A question sometimes arises in people who enjoy Laozi’s laissez-faire teaching: why would we need to practice sitting meditation or any other formal practice? To be sure, Laozi’s teaching does not mandate any formal practice. Fundamentally speaking, in fact, the teaching itself need not arise.
But it does arise – this indicates the need for teaching, or at least some appetite for teaching. Laozi doesn’t recognize any grand fall from grace, but he does recognize that human beings have a tendency to lose our way. Thus, teaching & practice (Hygiene, Meditation, & Ritual) appear.
The teaching simply points to our own natural, uncontrived experience. It shifts our qi-orientation back to what is so of itself (Dao-De).
According to my wuweidao lineage teacher, we have four mandated practices: breathing, eating, moving, & resting. Everything else is details. Options for how to cultivate these mandates.
So no, we don’t need to practice sitting meditation. We don’t need to chant. We don’t need any altars, any scriptures. We don’t need any Taiji forms. We don’t need fengshui or astrology or divination.

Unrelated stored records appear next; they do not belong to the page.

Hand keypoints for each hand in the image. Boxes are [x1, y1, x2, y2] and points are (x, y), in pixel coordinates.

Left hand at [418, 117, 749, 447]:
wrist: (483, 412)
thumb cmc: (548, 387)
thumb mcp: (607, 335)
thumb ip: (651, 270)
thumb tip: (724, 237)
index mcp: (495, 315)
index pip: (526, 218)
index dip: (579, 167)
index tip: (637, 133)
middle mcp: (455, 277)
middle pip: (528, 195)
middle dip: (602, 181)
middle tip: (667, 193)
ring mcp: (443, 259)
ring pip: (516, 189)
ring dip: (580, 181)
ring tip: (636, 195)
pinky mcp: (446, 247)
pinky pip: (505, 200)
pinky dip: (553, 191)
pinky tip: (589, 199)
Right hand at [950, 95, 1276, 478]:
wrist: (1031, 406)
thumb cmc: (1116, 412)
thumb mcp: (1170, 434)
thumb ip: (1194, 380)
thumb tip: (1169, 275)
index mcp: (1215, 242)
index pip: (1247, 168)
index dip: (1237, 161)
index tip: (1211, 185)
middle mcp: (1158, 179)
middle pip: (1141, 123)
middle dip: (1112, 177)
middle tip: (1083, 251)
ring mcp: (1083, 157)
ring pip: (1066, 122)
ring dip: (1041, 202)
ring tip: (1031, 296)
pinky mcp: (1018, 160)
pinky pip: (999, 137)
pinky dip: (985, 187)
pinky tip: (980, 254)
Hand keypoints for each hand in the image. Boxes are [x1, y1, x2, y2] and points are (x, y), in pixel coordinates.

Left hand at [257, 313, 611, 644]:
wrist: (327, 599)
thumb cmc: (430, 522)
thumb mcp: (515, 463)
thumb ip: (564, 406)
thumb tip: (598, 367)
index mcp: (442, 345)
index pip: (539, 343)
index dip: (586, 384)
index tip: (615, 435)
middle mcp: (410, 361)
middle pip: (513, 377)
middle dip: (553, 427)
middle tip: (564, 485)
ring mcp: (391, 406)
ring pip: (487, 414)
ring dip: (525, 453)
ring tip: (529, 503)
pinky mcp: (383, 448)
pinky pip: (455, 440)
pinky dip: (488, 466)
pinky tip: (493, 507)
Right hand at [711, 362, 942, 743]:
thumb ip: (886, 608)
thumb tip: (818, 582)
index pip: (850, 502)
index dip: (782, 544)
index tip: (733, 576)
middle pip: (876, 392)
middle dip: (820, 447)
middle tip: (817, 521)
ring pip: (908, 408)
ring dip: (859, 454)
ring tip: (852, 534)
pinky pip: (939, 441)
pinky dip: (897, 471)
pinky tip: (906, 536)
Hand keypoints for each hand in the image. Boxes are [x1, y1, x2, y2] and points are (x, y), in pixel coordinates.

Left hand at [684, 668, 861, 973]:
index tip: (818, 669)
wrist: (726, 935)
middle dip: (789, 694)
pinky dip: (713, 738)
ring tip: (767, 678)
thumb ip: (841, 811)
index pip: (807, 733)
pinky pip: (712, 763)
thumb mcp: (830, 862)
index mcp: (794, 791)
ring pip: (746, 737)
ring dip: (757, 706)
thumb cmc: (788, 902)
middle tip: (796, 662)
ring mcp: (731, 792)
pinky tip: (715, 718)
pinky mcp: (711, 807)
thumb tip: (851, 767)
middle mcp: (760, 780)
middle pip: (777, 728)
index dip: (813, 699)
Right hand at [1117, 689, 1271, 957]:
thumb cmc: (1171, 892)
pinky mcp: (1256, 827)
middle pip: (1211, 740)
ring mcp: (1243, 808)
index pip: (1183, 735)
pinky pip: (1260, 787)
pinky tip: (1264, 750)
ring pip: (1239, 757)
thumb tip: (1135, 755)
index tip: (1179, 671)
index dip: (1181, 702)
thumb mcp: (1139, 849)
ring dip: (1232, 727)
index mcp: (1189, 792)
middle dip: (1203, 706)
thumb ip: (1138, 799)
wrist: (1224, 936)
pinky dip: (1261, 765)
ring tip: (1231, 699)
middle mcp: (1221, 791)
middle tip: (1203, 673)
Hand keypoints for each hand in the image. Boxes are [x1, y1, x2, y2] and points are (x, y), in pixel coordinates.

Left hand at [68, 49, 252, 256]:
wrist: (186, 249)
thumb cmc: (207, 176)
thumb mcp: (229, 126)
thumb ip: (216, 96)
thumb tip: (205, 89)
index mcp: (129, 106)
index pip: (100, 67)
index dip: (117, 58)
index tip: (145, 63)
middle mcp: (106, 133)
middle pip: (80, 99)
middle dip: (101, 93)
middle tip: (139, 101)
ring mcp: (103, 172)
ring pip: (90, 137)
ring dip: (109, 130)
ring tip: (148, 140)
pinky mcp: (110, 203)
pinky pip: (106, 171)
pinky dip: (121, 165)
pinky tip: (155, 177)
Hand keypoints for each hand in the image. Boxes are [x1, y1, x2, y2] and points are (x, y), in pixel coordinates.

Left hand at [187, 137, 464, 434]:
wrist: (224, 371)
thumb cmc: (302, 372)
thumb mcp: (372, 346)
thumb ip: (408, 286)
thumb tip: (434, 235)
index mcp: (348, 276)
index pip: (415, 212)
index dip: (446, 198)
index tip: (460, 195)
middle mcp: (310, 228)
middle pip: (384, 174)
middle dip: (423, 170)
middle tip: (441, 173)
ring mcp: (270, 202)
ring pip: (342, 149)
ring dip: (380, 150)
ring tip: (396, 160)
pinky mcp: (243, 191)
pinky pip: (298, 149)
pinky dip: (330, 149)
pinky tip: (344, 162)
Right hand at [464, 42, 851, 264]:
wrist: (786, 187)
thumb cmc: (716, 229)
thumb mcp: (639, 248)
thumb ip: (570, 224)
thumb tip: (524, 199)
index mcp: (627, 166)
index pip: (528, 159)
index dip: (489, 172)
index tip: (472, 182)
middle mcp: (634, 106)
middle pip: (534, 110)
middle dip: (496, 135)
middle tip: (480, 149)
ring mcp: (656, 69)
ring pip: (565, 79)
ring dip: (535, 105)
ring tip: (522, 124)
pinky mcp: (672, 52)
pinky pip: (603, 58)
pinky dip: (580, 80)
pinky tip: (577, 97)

Yet there are ways to breathe, eat, move, & rest that bring about discomfort, disease, and death before our time, and there are ways to breathe, eat, move, & rest that support natural comfort, ease, and longevity. So we sit, we chant, we keep altars, practice Taiji forms, adjust fengshui, study astrology, cast yarrow stalks to inform our conduct… we practice the myriad methods with the view of wuwei. The forms are empty, but when we cultivate them without attachment or struggle, they somehow bear unexpected fruit (View-Method-Fruition). I don’t understand, but I can say the fruit is sweet.
There is no pressure to accomplish anything in wuweidao, just methods to stay with our own uncontrived nature – which is constantly abiding, effortlessly of itself. It doesn’t need our practice. But it does seem to like our attention. Firm discipline is an expression of reverence for Dao, but it’s not about struggle. It’s just about bringing the qi back home. As our practice matures, what may appear to others to be uptight discipline, actually feels easy, maybe even a bit indulgent on the inside.
This ripening comes from a relaxed view and disciplined practice. So let’s forget about necessary or unnecessary and just settle into the ease of practice. That’s what it’s here for.